Aim of the task
Tally how many lines in the data hold the word "nodes", and give the result with no other text.

Records shown

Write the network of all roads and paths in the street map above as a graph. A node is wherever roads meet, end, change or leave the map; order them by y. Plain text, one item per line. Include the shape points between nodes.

---

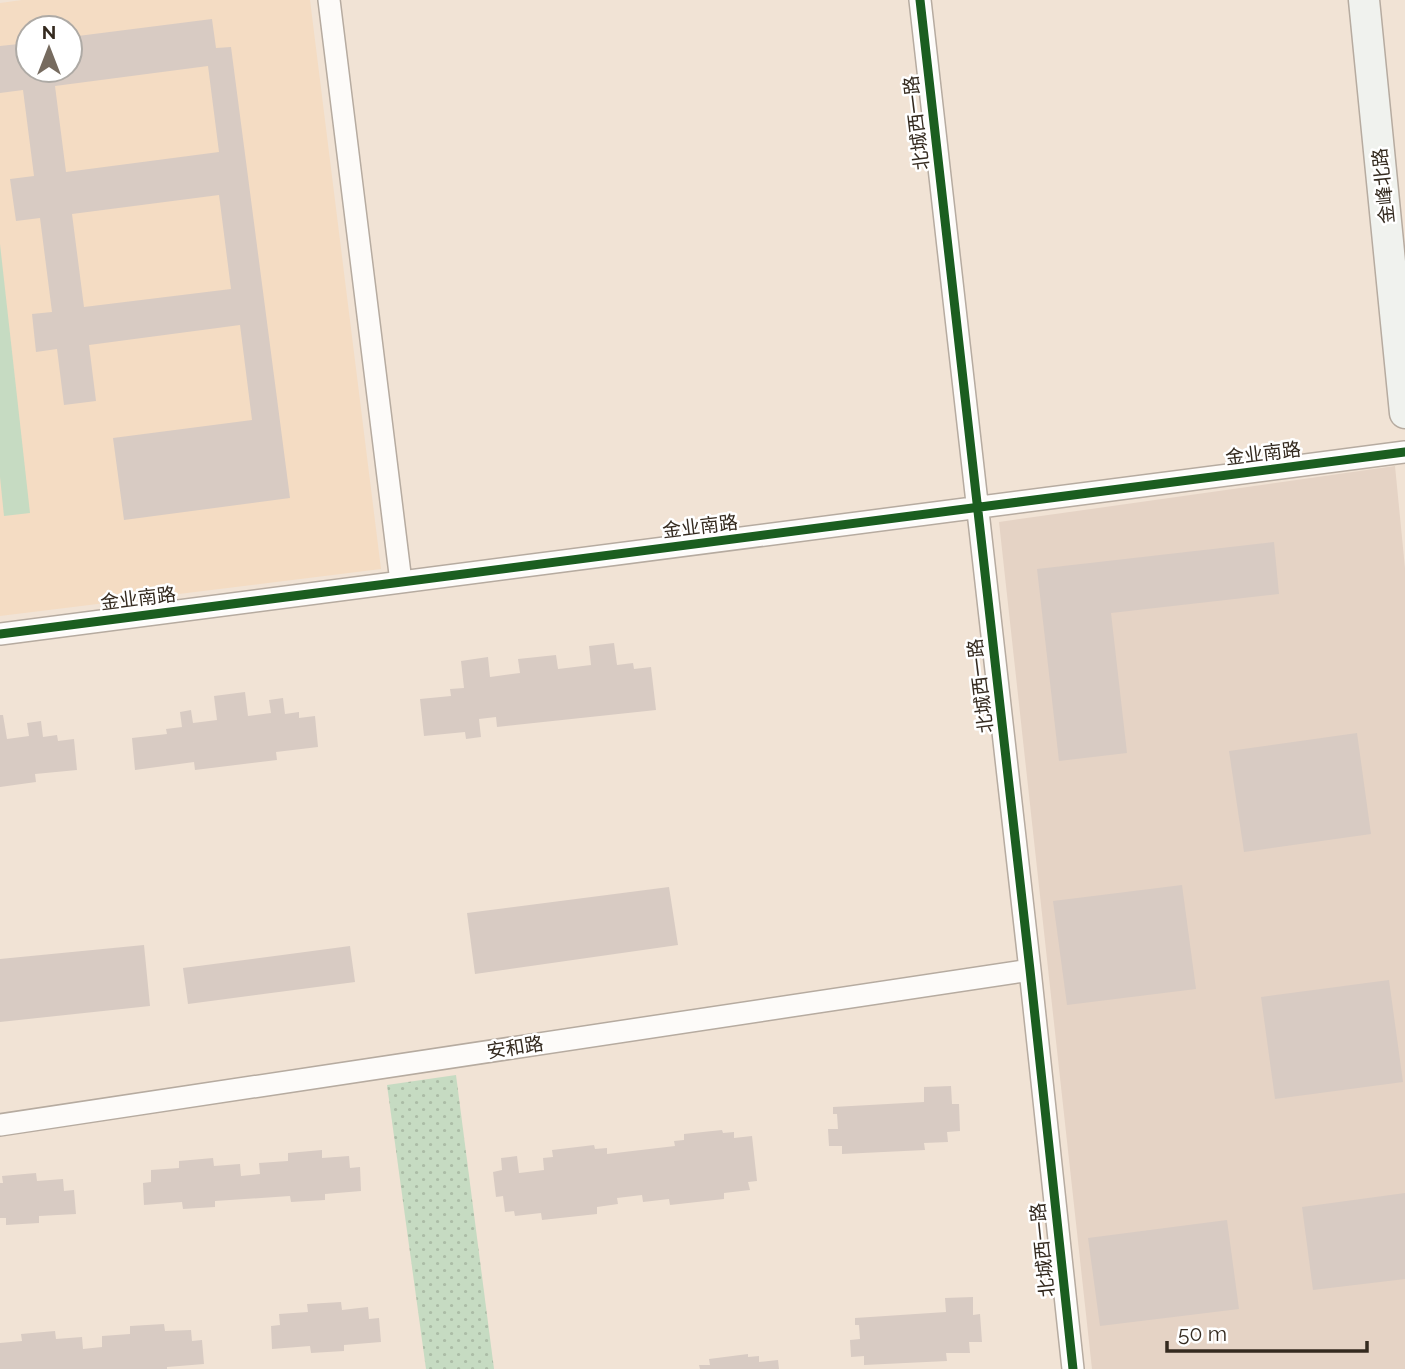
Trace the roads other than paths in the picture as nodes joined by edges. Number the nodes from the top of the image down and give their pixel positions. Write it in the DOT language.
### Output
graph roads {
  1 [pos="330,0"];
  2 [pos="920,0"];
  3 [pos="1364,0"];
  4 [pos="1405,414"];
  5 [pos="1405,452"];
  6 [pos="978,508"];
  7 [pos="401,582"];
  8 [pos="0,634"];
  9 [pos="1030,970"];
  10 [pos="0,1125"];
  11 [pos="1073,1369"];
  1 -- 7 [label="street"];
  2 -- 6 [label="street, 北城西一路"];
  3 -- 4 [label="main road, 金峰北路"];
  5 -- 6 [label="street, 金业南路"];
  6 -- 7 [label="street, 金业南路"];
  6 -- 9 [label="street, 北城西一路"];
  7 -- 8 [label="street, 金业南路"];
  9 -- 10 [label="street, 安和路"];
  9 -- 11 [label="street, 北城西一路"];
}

Response for this exercise
2